C’est quoi les méga-bassines ?

Les méga-bassines, appelées par l’administration réserves de substitutions, sont des ouvrages de stockage d’eau pour l’irrigation. Elles s’étendent en moyenne sur une superficie de huit hectares soit l’équivalent d’une dizaine de terrains de football, les plus grandes s’étalent sur jusqu’à 18 hectares.

Contrairement à ce qui est communiqué par les initiateurs du projet, elles ne sont pas remplies avec l’eau de pluie ni de l’eau de ruissellement.
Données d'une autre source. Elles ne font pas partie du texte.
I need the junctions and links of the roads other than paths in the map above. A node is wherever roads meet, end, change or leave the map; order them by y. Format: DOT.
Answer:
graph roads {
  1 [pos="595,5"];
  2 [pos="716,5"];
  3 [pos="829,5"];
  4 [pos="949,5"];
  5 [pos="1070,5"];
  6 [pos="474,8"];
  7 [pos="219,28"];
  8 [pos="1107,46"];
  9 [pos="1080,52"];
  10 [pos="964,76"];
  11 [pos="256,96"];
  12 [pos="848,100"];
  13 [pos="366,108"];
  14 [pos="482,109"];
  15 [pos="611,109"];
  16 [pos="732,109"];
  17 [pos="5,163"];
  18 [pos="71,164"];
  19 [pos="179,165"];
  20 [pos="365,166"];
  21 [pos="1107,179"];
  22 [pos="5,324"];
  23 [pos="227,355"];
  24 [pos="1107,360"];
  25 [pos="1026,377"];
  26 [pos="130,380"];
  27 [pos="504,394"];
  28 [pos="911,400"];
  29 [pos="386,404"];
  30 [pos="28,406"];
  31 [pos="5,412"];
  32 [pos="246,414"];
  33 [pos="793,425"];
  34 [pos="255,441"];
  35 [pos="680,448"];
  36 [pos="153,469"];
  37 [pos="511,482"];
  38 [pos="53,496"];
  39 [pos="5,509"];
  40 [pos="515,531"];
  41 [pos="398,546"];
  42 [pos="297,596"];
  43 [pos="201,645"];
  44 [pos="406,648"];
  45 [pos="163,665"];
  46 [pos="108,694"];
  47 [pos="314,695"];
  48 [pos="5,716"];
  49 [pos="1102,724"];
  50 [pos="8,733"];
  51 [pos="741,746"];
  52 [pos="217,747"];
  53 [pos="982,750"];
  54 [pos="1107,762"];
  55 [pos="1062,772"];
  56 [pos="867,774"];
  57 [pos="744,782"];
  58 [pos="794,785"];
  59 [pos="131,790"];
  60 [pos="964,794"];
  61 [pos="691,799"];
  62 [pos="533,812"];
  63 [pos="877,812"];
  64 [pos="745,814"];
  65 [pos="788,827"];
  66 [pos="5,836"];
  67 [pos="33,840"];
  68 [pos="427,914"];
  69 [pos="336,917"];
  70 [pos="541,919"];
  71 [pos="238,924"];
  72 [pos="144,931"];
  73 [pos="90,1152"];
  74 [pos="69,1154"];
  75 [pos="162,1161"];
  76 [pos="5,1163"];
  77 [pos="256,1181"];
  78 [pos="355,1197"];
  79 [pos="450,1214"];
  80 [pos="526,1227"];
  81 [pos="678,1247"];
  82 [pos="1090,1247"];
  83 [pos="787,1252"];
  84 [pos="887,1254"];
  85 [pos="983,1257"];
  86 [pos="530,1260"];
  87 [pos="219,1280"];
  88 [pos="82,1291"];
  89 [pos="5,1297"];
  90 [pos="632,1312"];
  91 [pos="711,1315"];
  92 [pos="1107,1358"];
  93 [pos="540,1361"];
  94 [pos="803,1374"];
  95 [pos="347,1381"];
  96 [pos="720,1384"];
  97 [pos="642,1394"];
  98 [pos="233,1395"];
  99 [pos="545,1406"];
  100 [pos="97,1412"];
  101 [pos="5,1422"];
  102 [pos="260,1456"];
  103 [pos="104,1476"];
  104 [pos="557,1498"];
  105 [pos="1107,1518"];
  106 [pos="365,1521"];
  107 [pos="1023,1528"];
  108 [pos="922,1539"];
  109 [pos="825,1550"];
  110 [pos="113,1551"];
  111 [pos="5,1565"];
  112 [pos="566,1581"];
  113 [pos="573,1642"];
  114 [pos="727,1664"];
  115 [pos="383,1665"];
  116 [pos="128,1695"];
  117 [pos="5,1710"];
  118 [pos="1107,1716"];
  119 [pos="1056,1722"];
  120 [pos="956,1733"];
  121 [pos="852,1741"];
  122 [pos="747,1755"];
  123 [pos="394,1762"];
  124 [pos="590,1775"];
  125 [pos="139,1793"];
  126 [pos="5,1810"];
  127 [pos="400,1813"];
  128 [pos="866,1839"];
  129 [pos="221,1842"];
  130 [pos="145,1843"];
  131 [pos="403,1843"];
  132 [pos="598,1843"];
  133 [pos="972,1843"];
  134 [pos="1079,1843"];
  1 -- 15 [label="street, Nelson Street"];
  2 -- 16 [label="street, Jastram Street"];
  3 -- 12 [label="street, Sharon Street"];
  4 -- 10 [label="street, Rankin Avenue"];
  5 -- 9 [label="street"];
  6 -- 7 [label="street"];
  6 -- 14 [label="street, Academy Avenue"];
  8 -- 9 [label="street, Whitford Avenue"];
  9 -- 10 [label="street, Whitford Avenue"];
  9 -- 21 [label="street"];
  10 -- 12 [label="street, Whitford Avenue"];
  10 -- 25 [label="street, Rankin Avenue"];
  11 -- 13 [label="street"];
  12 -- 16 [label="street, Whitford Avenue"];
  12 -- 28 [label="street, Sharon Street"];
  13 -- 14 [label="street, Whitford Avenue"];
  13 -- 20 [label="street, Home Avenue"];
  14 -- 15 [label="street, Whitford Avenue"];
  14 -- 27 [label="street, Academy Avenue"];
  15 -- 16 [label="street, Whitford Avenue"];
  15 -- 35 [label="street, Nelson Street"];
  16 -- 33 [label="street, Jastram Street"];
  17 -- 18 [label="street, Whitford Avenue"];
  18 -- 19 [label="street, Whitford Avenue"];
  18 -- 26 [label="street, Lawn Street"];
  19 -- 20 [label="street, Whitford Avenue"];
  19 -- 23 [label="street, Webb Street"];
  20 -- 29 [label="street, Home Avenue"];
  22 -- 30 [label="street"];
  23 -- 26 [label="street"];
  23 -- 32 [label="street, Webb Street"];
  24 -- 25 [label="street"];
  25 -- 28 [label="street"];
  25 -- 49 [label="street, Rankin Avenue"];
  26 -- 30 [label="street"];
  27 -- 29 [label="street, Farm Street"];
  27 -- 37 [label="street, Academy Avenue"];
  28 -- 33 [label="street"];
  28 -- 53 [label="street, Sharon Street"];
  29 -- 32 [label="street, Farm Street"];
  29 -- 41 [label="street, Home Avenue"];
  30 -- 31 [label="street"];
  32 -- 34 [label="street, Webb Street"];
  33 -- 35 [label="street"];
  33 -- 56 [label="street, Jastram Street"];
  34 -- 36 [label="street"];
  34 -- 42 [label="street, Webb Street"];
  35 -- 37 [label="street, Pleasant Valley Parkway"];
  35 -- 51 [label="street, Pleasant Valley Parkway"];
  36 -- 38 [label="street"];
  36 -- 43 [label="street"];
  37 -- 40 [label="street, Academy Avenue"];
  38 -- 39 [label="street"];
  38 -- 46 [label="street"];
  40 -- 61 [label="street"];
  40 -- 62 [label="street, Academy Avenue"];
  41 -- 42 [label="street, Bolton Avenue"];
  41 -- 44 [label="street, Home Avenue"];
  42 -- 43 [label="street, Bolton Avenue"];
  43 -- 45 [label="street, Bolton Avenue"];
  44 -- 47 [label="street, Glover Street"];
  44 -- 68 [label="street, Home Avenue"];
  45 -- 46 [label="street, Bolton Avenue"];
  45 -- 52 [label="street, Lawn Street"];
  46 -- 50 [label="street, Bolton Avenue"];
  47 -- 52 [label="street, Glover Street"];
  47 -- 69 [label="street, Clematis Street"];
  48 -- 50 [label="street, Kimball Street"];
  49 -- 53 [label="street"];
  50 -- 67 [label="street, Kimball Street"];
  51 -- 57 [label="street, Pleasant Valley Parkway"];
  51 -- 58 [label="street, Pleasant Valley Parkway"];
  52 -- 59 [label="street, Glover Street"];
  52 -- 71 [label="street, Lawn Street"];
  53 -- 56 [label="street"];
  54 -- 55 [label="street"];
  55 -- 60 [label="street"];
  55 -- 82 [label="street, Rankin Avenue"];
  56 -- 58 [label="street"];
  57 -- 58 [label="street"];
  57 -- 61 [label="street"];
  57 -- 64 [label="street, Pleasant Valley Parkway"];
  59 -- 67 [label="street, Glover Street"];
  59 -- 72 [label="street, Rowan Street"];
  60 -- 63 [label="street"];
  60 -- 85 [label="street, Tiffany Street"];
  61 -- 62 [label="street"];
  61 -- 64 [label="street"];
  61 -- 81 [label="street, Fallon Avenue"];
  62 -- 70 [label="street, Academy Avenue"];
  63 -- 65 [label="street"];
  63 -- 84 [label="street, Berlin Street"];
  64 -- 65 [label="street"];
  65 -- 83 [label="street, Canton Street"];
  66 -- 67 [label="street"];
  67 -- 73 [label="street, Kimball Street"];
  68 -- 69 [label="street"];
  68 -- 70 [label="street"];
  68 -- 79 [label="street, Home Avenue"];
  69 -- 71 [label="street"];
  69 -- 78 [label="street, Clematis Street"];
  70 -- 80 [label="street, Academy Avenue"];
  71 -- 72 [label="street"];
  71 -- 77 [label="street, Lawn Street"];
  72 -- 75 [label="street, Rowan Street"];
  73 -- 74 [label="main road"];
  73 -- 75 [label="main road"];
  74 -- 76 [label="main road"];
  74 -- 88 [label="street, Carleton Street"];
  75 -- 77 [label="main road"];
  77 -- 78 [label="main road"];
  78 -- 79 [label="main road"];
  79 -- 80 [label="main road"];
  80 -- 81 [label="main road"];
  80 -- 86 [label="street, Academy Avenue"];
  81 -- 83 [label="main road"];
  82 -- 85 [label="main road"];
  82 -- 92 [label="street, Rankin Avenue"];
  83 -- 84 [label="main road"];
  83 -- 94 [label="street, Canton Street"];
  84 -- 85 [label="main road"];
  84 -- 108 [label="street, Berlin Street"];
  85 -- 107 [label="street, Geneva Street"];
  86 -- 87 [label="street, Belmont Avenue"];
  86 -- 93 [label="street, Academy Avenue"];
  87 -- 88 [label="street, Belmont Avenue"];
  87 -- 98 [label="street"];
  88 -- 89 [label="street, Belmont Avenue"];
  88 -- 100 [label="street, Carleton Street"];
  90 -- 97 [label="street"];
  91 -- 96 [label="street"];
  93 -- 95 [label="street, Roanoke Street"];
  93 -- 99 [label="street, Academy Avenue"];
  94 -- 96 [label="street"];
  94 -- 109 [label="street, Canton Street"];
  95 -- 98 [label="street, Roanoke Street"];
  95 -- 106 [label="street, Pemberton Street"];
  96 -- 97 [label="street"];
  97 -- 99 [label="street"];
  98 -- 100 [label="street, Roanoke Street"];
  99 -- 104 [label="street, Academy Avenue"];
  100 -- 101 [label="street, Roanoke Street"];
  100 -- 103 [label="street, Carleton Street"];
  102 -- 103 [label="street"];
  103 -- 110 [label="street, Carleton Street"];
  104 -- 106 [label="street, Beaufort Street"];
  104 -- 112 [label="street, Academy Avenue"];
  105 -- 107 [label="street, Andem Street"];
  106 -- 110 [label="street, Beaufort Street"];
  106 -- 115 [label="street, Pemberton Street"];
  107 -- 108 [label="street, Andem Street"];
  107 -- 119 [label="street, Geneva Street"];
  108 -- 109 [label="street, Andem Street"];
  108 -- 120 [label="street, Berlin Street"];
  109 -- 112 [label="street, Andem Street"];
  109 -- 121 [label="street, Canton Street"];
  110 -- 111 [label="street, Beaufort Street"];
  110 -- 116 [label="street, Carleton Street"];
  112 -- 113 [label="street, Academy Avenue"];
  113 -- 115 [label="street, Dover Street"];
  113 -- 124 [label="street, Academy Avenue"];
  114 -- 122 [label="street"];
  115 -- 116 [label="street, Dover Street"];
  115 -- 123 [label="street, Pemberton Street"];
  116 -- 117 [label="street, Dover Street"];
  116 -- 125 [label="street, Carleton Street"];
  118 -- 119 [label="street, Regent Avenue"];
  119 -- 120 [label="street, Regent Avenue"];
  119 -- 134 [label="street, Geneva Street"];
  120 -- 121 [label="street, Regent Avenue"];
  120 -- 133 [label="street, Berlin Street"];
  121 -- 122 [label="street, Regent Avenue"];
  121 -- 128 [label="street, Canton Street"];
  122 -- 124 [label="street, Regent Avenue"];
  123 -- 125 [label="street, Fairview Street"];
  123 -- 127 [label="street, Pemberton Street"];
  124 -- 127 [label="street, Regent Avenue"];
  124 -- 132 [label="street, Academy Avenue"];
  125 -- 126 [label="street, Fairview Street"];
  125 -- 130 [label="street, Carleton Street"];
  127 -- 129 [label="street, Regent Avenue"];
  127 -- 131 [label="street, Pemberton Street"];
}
Les bassines sont alimentées par des pompes qui puisent dans les nappes phréatiques ou les cours d’eau. Ces pompages (même s’ils ont lieu en hiver) accentuent la pression sur les ressources en eau, alors que les nappes phréatiques peinent à se reconstituer.


Pourquoi construire des bassines ?

Face aux pénuries d’eau en été, la solution “magique” trouvée par les agro-industriels et le gouvernement est de construire des bassines pour pomper de l’eau en hiver et la stocker. Une minorité d’exploitations (environ 5%) a le privilège d’être connectée à la bassine et de bénéficier de cette eau pour irriguer les cultures l’été, alors que le reste du territoire subit le manque d’eau et doit s’adapter aux restrictions préfectorales.

L'un des trois cortèges se dirigeant vers la méga-bassine - Crédit photo : Léa Guedj


Qui finance les ouvrages ?

L’argent pour ces projets privés ne sort pas uniquement de la poche des irrigant.e.s… Ces ouvrages sont subventionnés à plus de 70% par de l’argent public (soit 60 millions d’euros). Le principal financeur est l’Agence de l’eau… elle-même financée majoritairement (70%) par une taxe prélevée sur les factures d’eau des citoyen.ne.s !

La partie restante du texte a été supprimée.